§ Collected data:
* * * * * * * * *

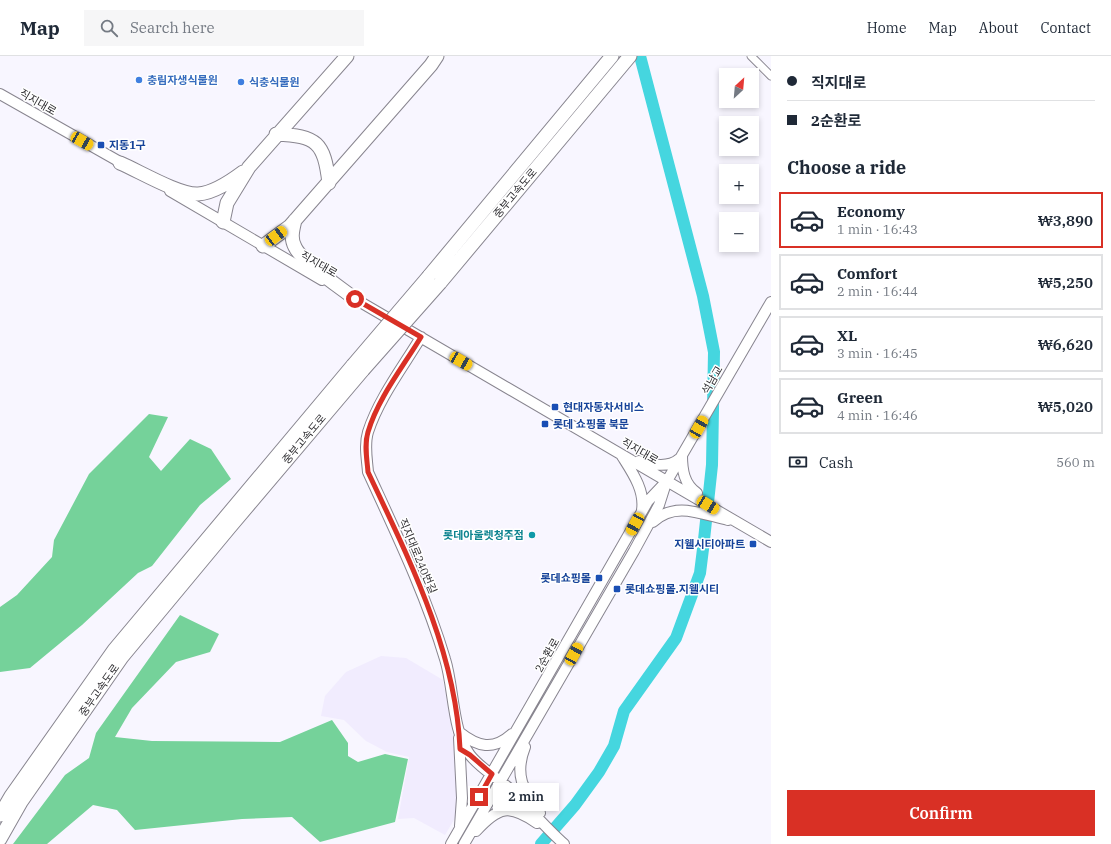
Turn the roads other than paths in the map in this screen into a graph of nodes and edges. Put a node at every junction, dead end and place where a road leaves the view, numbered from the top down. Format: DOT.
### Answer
graph roads {
  1 [pos="347,56"];
  2 [pos="427,56"];
  3 [pos="437,56"];
  4 [pos="612,56"];
  5 [pos="630,56"];
  6 [pos="751,56"];
  7 [pos="426,70"];
  8 [pos="771,76"];
  9 [pos="601,79"];
  10 [pos="0,94"];
  11 [pos="276,134"];
  12 [pos="120,163"];
  13 [pos="249,167"];
  14 [pos="329,183"];
  15 [pos="295,220"];
  16 [pos="223,222"];
  17 [pos="264,246"];
  18 [pos="355,299"];
  19 [pos="771,302"];
  20 [pos="421,337"];
  21 [pos="358,367"];
  22 [pos="621,454"];
  23 [pos="683,454"];
  24 [pos="667,481"];
  25 [pos="690,491"];
  26 [pos="642,511"];
  27 [pos="732,519"];
  28 [pos="647,528"];
  29 [pos="771,542"];
  30 [pos="545,707"];
  31 [pos="519,727"];
  32 [pos="459,732"];
  33 [pos="460,749"];
  34 [pos="470,755"];
  35 [pos="492,774"];
  36 [pos="500,781"];
  37 [pos="530,809"];
  38 [pos="0,815"];
  39 [pos="460,830"];
  40 [pos="0,839"];
  41 [pos="562,843"];
  42 [pos="452,844"];
  43 [pos="464,844"];
  1 -- 11 [label="highway"];
  2 -- 7 [label="highway"];
  3 -- 7 [label="highway"];
  4 -- 9 [label="highway, 중부고속도로"];
  5 -- 9 [label="highway, 중부고속도로"];
  6 -- 8 [label="street"];
  7 -- 14 [label="highway"];
  9 -- 21 [label="highway, 중부고속도로, bridge"];
  10 -- 12 [label="main road, 직지대로"];
  11 -- 13 [label="highway"];
  11 -- 14 [label="highway"];
  12 -- 13 [label="highway"];
  12 -- 16 [label="main road, 직지대로"];
  13 -- 16 [label="highway"];
  14 -- 15 [label="highway"];
  15 -- 17 [label="highway"];
  15 -- 18 [label="highway"];
  16 -- 17 [label="main road, 직지대로"];
  17 -- 18 [label="main road, 직지대로"];
  18 -- 20 [label="main road, 직지대로"];
  19 -- 23 [label="main road, 석남교"];
  20 -- 22 [label="main road, 직지대로"];
  20 -- 32 [label="main road, 직지대로240번길"];
  21 -- 38 [label="highway, 중부고속도로"];
  21 -- 40 [label="highway, 중부고속도로"];
  22 -- 23 [label="main road"];
  22 -- 24 [label="main road, 직지대로"];
  22 -- 26 [label="main road"];
  23 -- 24 [label="main road, 2순환로"];
  23 -- 25 [label="main road"];
  24 -- 25 [label="main road, 직지대로"];
  24 -- 26 [label="main road, 2순환로"];
  24 -- 28 [label="main road, 2순환로"];
  25 -- 27 [label="main road, 직지대로"];
  26 -- 31 [label="main road, 2순환로"];
  27 -- 28 [label="main road"];
  27 -- 29 [label="main road"];
  28 -- 30 [label="main road, 2순환로"];
  30 -- 36 [label="main road, 2순환로"];
  30 -- 37 [label="main road"];
  31 -- 32 [label="main road"];
  31 -- 35 [label="main road, 2순환로"];
  32 -- 33 [label="main road"];
  32 -- 34 [label="main road, 직지대로240번길"];
  33 -- 34 [label="main road"];
  33 -- 39 [label="main road"];
  34 -- 35 [label="main road, 직지대로240번길"];
  35 -- 36 [label="main road, 직지대로240번길"];
  35 -- 39 [label="main road, 2순환로"];
  36 -- 37 [label="main road, 직지대로240번길"];
  36 -- 43 [label="main road, 2순환로"];
  37 -- 41 [label="main road"];
  37 -- 41 [label="main road"];
  37 -- 43 [label="main road"];
  39 -- 42 [label="main road, 2순환로"];
}
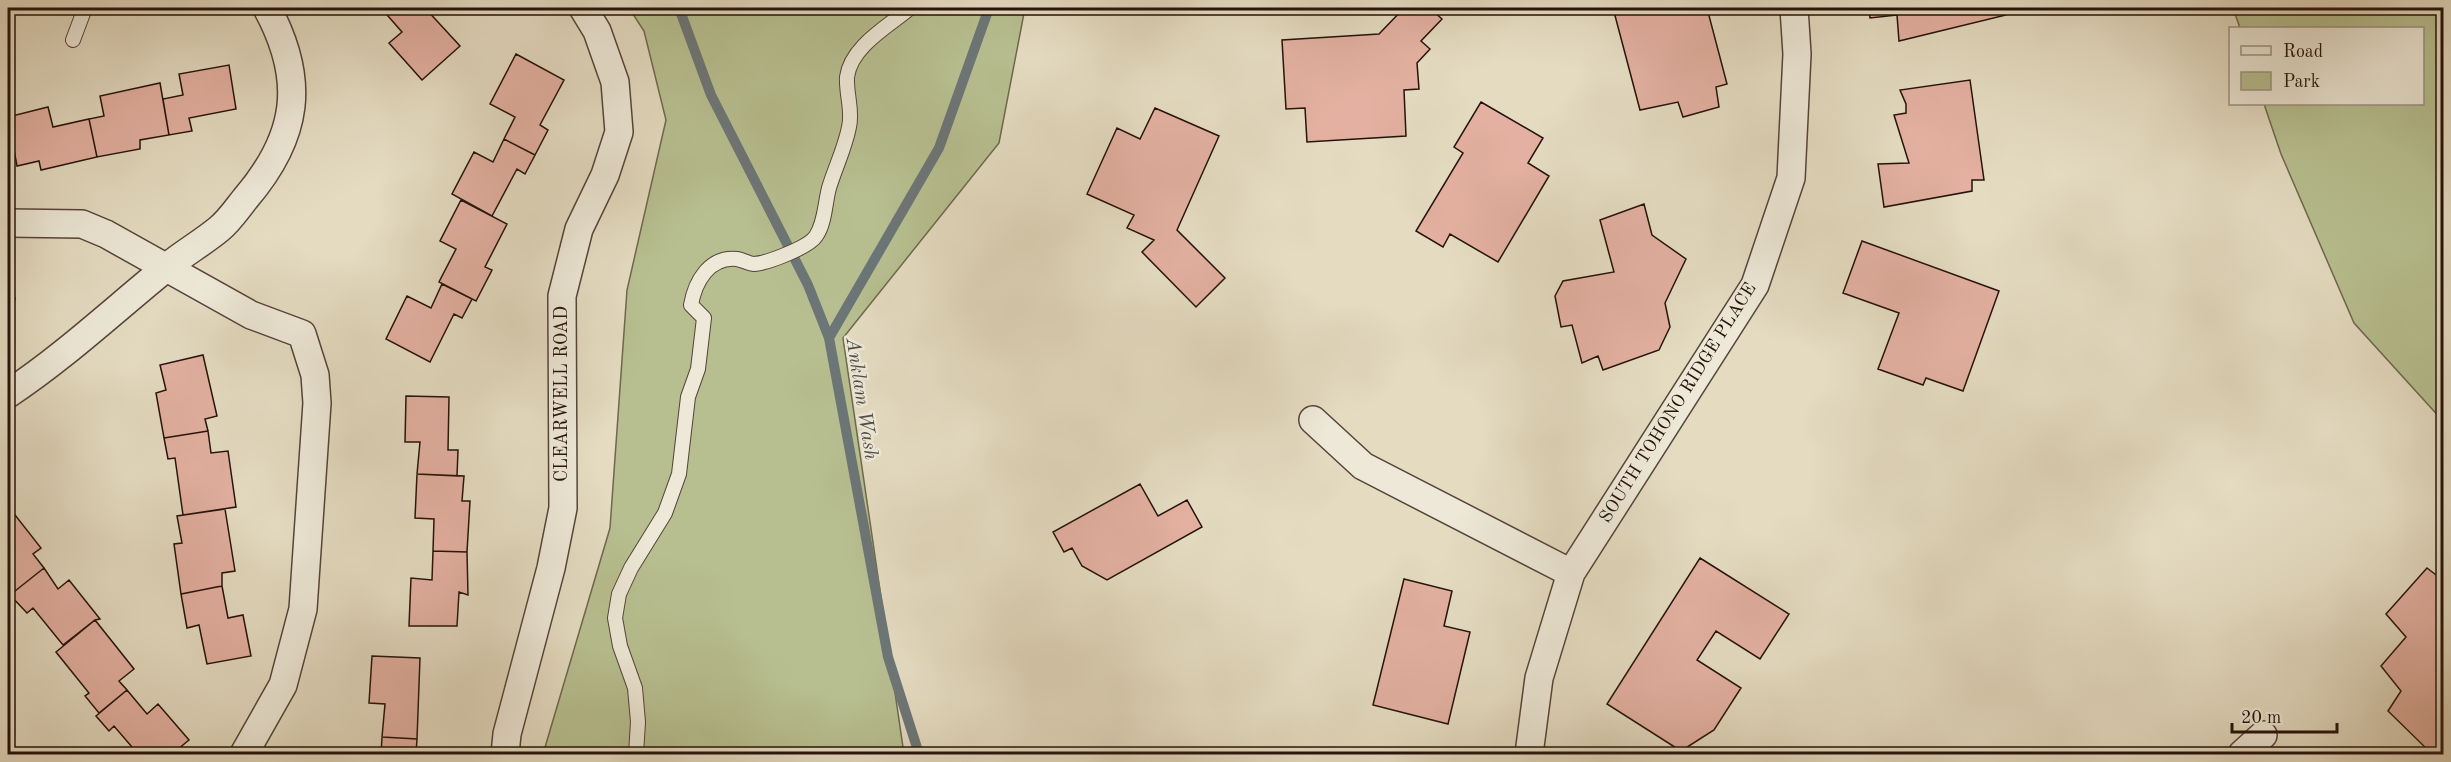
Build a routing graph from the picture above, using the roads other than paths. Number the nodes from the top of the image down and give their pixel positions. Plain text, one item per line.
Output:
1 (84, 8) edge
2 (267, 8) edge
3 (583, 8) edge
4 (910, 8) edge
5 (1794, 8) edge
6 (73, 40) dead end
7 (8, 223) edge
8 (167, 267) junction
9 (8, 394) edge
10 (1313, 420) dead end
11 (1571, 573) junction
12 (2262, 735) dead end
13 (244, 754) edge
14 (505, 754) edge
15 (636, 754) edge
16 (1529, 754) edge
17 (2242, 754) edge

1 - 6 lane
2 - 8 street
3 - 14 street, CLEARWELL ROAD
4 - 15 lane
5 - 11 street, SOUTH TOHONO RIDGE PLACE
7 - 8 street
8 - 9 street
8 - 13 street
10 - 11 street
11 - 16 street, SOUTH TOHONO RIDGE PLACE
12 - 17 street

* * * * * * * * *

When you reproduce the data shown above, keep each line exact and omit every picture.

§ Response area:
Turn the roads other than paths in the map in this screen into a graph of nodes and edges. Put a node at every junction, dead end and place where a road leaves the view, numbered from the top down. Format: DOT.
### Answer
graph roads {
  1 [pos="347,56"];
  2 [pos="427,56"];
  3 [pos="437,56"];
  4 [pos="612,56"];
  5 [pos="630,56"];
  6 [pos="751,56"];
  7 [pos="426,70"];
  8 [pos="771,76"];
  9 [pos="601,79"];
  10 [pos="0,94"];
  11 [pos="276,134"];
  12 [pos="120,163"];
  13 [pos="249,167"];
  14 [pos="329,183"];
  15 [pos="295,220"];
  16 [pos="223,222"];
  17 [pos="264,246"];
  18 [pos="355,299"];
  19 [pos="771,302"];
  20 [pos="421,337"];
  21 [pos="358,367"];
  22 [pos="621,454"];
  23 [pos="683,454"];
  24 [pos="667,481"];
  25 [pos="690,491"];
  26 [pos="642,511"];
  27 [pos="732,519"];
  28 [pos="647,528"];
  29 [pos="771,542"];
  30 [pos="545,707"];
  31 [pos="519,727"];
  32 [pos="459,732"];
  33 [pos="460,749"];
  34 [pos="470,755"];
  35 [pos="492,774"];
  36 [pos="500,781"];
  37 [pos="530,809"];
  38 [pos="0,815"];
  39 [pos="460,830"];
  40 [pos="0,839"];
  41 [pos="562,843"];
  42 [pos="452,844"];
  43 [pos="464,844"];
  1 -- 11 [label="highway"];
  2 -- 7 [label="highway"];
  3 -- 7 [label="highway"];
  4 -- 9 [label="highway, 중부고속도로"];
  5 -- 9 [label="highway, 중부고속도로"];
  6 -- 8 [label="street"];
  7 -- 14 [label="highway"];
  9 -- 21 [label="highway, 중부고속도로, bridge"];
  10 -- 12 [label="main road, 직지대로"];
  11 -- 13 [label="highway"];
  11 -- 14 [label="highway"];
  12 -- 13 [label="highway"];
  12 -- 16 [label="main road, 직지대로"];
  13 -- 16 [label="highway"];
  14 -- 15 [label="highway"];
  15 -- 17 [label="highway"];
  15 -- 18 [label="highway"];
  16 -- 17 [label="main road, 직지대로"];
  17 -- 18 [label="main road, 직지대로"];
  18 -- 20 [label="main road, 직지대로"];
  19 -- 23 [label="main road, 석남교"];
  20 -- 22 [label="main road, 직지대로"];
  20 -- 32 [label="main road, 직지대로240번길"];
  21 -- 38 [label="highway, 중부고속도로"];
  21 -- 40 [label="highway, 중부고속도로"];
  22 -- 23 [label="main road"];
  22 -- 24 [label="main road, 직지대로"];
  22 -- 26 [label="main road"];
  23 -- 24 [label="main road, 2순환로"];
  23 -- 25 [label="main road"];
  24 -- 25 [label="main road, 직지대로"];
  24 -- 26 [label="main road, 2순환로"];
  24 -- 28 [label="main road, 2순환로"];
  25 -- 27 [label="main road, 직지대로"];
  26 -- 31 [label="main road, 2순환로"];
  27 -- 28 [label="main road"];
  27 -- 29 [label="main road"];
  28 -- 30 [label="main road, 2순환로"];
  30 -- 36 [label="main road, 2순환로"];
  30 -- 37 [label="main road"];
  31 -- 32 [label="main road"];
  31 -- 35 [label="main road, 2순환로"];
  32 -- 33 [label="main road"];
  32 -- 34 [label="main road, 직지대로240번길"];
  33 -- 34 [label="main road"];
  33 -- 39 [label="main road"];
  34 -- 35 [label="main road, 직지대로240번길"];
  35 -- 36 [label="main road, 직지대로240번길"];
  35 -- 39 [label="main road, 2순환로"];
  36 -- 37 [label="main road, 직지대로240번길"];
  36 -- 43 [label="main road, 2순환로"];
  37 -- 41 [label="main road"];
  37 -- 41 [label="main road"];
  37 -- 43 [label="main road"];
  39 -- 42 [label="main road, 2순환로"];
}
Build a routing graph from the picture above, using the roads other than paths. Number the nodes from the top of the image down and give their pixel positions. Plain text, one item per line.
Output:
1 (84, 8) edge
2 (267, 8) edge
3 (583, 8) edge
4 (910, 8) edge
5 (1794, 8) edge
6 (73, 40) dead end
7 (8, 223) edge
8 (167, 267) junction
9 (8, 394) edge
10 (1313, 420) dead end
11 (1571, 573) junction
12 (2262, 735) dead end
13 (244, 754) edge
14 (505, 754) edge
15 (636, 754) edge
16 (1529, 754) edge
17 (2242, 754) edge

1 - 6 lane
2 - 8 street
3 - 14 street, CLEARWELL ROAD
4 - 15 lane
5 - 11 street, SOUTH TOHONO RIDGE PLACE
7 - 8 street
8 - 9 street
8 - 13 street
10 - 11 street
11 - 16 street, SOUTH TOHONO RIDGE PLACE
12 - 17 street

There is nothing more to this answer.